Jimmy Carter was at home in his study in Plains, Georgia, on October 6, 1981, when the call came in a little after daybreak. A reporter was on the line asking for his response to the attempted assassination of Anwar Sadat. The Egyptian president had been reviewing a military parade in Cairo when men in uniforms sprayed the crowd with bullets and hand grenades. Carter, shocked, asked for details. After being assured that Sadat had sustained only minor injuries, he gave the reporter a statement calling his friend Sadat a good and great man and condemning terrorism. He then phoned the U.S. ambassador in Cairo, who confirmed the report and told him that, according to information from Egypt’s minister of defense, Sadat would survive the attack.

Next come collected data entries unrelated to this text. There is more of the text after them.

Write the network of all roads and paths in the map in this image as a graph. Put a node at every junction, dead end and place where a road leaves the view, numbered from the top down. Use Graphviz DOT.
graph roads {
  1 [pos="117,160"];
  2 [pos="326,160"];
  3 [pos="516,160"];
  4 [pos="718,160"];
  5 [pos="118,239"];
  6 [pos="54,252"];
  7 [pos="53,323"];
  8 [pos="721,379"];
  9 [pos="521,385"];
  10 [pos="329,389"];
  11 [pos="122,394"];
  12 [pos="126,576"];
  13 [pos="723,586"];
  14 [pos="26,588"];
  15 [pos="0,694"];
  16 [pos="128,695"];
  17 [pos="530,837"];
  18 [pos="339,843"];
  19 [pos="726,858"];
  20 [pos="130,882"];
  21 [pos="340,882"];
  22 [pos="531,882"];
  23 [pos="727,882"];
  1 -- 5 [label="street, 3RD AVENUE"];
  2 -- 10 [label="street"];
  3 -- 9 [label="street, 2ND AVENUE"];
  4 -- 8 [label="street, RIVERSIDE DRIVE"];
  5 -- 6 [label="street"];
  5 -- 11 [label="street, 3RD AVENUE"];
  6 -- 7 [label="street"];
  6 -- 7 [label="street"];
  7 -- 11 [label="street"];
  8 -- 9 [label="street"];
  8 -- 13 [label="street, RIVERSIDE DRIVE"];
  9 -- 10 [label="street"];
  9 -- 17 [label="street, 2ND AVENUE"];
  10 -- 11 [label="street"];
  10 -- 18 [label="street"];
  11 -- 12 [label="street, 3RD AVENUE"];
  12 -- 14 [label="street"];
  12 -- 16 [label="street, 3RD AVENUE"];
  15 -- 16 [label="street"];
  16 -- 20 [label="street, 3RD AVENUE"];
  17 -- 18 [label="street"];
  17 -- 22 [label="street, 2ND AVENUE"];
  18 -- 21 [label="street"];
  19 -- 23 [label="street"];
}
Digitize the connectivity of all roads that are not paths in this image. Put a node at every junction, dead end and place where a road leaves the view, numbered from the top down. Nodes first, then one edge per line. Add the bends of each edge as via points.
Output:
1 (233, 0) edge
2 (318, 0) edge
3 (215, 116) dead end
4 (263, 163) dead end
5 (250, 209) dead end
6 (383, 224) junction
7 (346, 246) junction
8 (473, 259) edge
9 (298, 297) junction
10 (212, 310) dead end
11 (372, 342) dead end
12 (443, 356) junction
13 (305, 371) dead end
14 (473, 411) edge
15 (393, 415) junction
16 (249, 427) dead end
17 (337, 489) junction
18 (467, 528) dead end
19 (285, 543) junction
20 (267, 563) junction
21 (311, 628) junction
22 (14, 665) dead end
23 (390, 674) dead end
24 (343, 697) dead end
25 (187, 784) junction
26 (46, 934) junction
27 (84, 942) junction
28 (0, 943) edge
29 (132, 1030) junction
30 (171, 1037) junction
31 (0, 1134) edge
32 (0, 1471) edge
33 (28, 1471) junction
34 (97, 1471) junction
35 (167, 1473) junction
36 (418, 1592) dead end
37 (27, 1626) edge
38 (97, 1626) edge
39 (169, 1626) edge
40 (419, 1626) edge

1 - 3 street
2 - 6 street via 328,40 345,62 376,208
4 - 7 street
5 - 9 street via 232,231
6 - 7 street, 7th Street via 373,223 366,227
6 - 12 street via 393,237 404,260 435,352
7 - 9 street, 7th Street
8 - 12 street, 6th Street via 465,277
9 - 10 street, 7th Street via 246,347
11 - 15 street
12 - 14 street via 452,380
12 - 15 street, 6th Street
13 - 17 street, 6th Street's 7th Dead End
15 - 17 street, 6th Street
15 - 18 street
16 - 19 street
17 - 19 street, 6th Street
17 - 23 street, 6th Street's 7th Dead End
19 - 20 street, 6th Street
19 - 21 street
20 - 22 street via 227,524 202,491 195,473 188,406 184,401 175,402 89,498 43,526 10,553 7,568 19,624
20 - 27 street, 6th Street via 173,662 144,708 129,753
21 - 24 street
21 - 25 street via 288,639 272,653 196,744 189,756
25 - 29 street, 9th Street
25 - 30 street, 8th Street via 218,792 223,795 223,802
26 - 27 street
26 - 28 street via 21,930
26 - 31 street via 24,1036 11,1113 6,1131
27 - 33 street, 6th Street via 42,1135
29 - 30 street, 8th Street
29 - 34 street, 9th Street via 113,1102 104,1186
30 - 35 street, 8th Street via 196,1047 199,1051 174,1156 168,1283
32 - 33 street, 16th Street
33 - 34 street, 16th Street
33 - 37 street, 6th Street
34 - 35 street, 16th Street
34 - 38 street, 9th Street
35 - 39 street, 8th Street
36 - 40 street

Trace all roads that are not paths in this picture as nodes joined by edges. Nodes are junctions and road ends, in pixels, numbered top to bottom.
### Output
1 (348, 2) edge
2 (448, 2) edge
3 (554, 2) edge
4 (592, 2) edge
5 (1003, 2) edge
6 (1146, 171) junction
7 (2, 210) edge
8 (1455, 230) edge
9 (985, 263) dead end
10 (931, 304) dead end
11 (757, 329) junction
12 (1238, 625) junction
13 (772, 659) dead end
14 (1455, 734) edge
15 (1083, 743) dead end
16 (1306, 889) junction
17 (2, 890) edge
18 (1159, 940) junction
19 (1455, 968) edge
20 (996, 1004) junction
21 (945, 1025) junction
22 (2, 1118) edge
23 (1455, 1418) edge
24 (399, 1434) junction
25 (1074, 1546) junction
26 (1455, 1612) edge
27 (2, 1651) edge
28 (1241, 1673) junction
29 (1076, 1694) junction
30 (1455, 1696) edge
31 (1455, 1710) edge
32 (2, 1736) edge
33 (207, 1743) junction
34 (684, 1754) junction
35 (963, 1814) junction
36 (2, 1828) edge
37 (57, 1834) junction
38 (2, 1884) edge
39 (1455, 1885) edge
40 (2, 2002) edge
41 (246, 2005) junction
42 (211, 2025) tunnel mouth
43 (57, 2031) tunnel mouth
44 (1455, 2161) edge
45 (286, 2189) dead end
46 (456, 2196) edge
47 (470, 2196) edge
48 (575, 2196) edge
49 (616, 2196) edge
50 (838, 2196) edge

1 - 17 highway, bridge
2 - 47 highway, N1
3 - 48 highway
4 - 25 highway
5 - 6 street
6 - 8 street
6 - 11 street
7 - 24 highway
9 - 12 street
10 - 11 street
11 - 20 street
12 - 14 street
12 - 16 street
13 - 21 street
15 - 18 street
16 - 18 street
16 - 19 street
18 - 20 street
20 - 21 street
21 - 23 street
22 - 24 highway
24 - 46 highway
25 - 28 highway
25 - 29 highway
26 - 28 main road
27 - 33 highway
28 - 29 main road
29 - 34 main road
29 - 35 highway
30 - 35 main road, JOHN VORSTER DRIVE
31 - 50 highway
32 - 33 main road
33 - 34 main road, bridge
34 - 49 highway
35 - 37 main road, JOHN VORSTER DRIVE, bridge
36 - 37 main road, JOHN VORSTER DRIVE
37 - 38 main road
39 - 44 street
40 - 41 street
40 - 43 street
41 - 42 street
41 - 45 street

Watching CNN’s coverage of the story with his wife, Rosalynn, on a small television in the study, he called Menachem Begin, Israel’s prime minister, with whom Carter, when president, had worked to forge the Camp David Accords with Sadat, bringing closer the long-elusive hope of peace between Israel and Egypt. Carter and Begin both expressed relief that Sadat’s life had been spared. Sadat had been much on Carter’s mind; that same morning, before the call came through, he had been reading through his White House diaries on the Camp David agreements in research for the presidential memoir he was writing.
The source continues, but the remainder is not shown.